[Records excerpted from a collection]
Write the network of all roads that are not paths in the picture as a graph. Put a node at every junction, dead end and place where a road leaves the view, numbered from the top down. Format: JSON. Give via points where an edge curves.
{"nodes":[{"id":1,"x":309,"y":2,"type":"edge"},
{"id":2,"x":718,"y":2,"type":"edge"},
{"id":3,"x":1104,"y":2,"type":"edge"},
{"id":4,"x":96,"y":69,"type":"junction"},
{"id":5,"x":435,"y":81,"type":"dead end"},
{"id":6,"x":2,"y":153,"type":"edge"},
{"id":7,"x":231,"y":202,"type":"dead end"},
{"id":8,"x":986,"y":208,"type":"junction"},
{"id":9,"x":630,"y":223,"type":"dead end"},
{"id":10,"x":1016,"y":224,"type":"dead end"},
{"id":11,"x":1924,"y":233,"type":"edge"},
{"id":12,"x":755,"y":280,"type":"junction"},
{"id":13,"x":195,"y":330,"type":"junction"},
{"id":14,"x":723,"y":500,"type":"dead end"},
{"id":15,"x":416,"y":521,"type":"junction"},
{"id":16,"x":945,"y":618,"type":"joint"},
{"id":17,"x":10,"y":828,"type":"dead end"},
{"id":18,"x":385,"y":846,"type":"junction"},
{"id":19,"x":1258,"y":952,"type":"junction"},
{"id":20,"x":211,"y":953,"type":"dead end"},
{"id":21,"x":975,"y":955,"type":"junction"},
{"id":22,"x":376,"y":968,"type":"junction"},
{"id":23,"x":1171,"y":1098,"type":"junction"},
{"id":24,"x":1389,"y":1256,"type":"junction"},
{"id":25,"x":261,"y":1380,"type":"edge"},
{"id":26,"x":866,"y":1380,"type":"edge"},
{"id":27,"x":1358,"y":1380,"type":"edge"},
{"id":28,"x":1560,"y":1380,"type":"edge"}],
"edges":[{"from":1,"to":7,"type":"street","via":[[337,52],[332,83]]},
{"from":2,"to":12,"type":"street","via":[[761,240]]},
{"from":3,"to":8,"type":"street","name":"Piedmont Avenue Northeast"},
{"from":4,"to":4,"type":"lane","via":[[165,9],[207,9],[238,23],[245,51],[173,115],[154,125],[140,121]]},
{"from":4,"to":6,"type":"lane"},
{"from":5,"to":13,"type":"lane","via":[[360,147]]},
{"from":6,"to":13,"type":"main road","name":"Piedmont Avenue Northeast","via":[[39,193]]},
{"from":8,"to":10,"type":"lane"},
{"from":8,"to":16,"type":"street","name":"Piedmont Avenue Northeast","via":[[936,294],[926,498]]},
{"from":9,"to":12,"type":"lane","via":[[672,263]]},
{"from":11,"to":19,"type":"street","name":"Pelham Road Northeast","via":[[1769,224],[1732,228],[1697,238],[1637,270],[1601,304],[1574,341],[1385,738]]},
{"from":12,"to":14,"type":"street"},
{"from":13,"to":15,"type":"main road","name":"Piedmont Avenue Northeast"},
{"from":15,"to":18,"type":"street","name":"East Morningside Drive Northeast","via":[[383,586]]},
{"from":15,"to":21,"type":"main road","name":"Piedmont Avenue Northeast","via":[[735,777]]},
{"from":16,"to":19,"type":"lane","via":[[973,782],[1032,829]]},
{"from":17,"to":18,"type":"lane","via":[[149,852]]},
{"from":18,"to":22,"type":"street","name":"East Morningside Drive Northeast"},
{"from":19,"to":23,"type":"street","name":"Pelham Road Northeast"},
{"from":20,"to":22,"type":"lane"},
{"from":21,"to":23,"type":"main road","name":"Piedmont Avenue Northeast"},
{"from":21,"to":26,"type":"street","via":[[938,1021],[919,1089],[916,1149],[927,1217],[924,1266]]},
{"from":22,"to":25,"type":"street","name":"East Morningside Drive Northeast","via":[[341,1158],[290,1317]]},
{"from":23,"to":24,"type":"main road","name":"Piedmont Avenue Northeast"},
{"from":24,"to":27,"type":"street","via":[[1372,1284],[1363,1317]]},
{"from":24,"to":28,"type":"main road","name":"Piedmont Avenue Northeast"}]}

[What the task asks] The data should be transcribed exactly, line for line.

[Solution to this task]
Write the network of all roads that are not paths in the picture as a graph. Put a node at every junction, dead end and place where a road leaves the view, numbered from the top down. Format: JSON. Give via points where an edge curves.
{"nodes":[{"id":1,"x":309,"y":2,"type":"edge"},
{"id":2,"x":718,"y":2,"type":"edge"},
{"id":3,"x":1104,"y":2,"type":"edge"},
{"id":4,"x":96,"y":69,"type":"junction"},
{"id":5,"x":435,"y":81,"type":"dead end"},
{"id":6,"x":2,"y":153,"type":"edge"},
{"id":7,"x":231,"y":202,"type":"dead end"},
{"id":8,"x":986,"y":208,"type":"junction"},
{"id":9,"x":630,"y":223,"type":"dead end"},
{"id":10,"x":1016,"y":224,"type":"dead end"},
{"id":11,"x":1924,"y":233,"type":"edge"},
{"id":12,"x":755,"y":280,"type":"junction"},
{"id":13,"x":195,"y":330,"type":"junction"},
{"id":14,"x":723,"y":500,"type":"dead end"},
{"id":15,"x":416,"y":521,"type":"junction"},
{"id":16,"x":945,"y":618,"type":"joint"},
{"id":17,"x":10,"y":828,"type":"dead end"},
{"id":18,"x":385,"y":846,"type":"junction"},
{"id":19,"x":1258,"y":952,"type":"junction"},
{"id":20,"x":211,"y":953,"type":"dead end"},
{"id":21,"x":975,"y":955,"type":"junction"},
{"id":22,"x":376,"y":968,"type":"junction"},
{"id":23,"x":1171,"y":1098,"type":"junction"},
{"id":24,"x":1389,"y":1256,"type":"junction"},
{"id":25,"x":261,"y":1380,"type":"edge"},
{"id":26,"x":866,"y":1380,"type":"edge"},
{"id":27,"x":1358,"y":1380,"type":"edge"},
{"id":28,"x":1560,"y":1380,"type":"edge"}],
"edges":[{"from":1,"to":7,"type":"street","via":[[337,52],[332,83]]},
{"from":2,"to":12,"type":"street","via":[[761,240]]},
{"from":3,"to":8,"type":"street","name":"Piedmont Avenue Northeast"},
{"from":4,"to":4,"type":"lane","via":[[165,9],[207,9],[238,23],[245,51],[173,115],[154,125],[140,121]]},
{"from":4,"to":6,"type":"lane"},
{"from":5,"to":13,"type":"lane","via":[[360,147]]},
{"from":6,"to":13,"type":"main road","name":"Piedmont Avenue Northeast","via":[[39,193]]},
{"from":8,"to":10,"type":"lane"},
{"from":8,"to":16,"type":"street","name":"Piedmont Avenue Northeast","via":[[936,294],[926,498]]},
{"from":9,"to":12,"type":"lane","via":[[672,263]]},
{"from":11,"to":19,"type":"street","name":"Pelham Road Northeast","via":[[1769,224],[1732,228],[1697,238],[1637,270],[1601,304],[1574,341],[1385,738]]},
{"from":12,"to":14,"type":"street"},
{"from":13,"to":15,"type":"main road","name":"Piedmont Avenue Northeast"},
{"from":15,"to":18,"type":"street","name":"East Morningside Drive Northeast","via":[[383,586]]},
{"from":15,"to":21,"type":"main road","name":"Piedmont Avenue Northeast","via":[[735,777]]},
{"from":16,"to":19,"type":"lane","via":[[973,782],[1032,829]]},
{"from":17,"to":18,"type":"lane","via":[[149,852]]},
{"from":18,"to":22,"type":"street","name":"East Morningside Drive Northeast"},
{"from":19,"to":23,"type":"street","name":"Pelham Road Northeast"},
{"from":20,"to":22,"type":"lane"},
{"from":21,"to":23,"type":"main road","name":"Piedmont Avenue Northeast"},
{"from":21,"to":26,"type":"street","via":[[938,1021],[919,1089],[916,1149],[927,1217],[924,1266]]},
{"from":22,"to":25,"type":"street","name":"East Morningside Drive Northeast","via":[[341,1158],[290,1317]]},
{"from":23,"to":24,"type":"main road","name":"Piedmont Avenue Northeast"},
{"from":24,"to":27,"type":"street","via":[[1372,1284],[1363,1317]]},
{"from":24,"to":28,"type":"main road","name":"Piedmont Avenue Northeast"}]}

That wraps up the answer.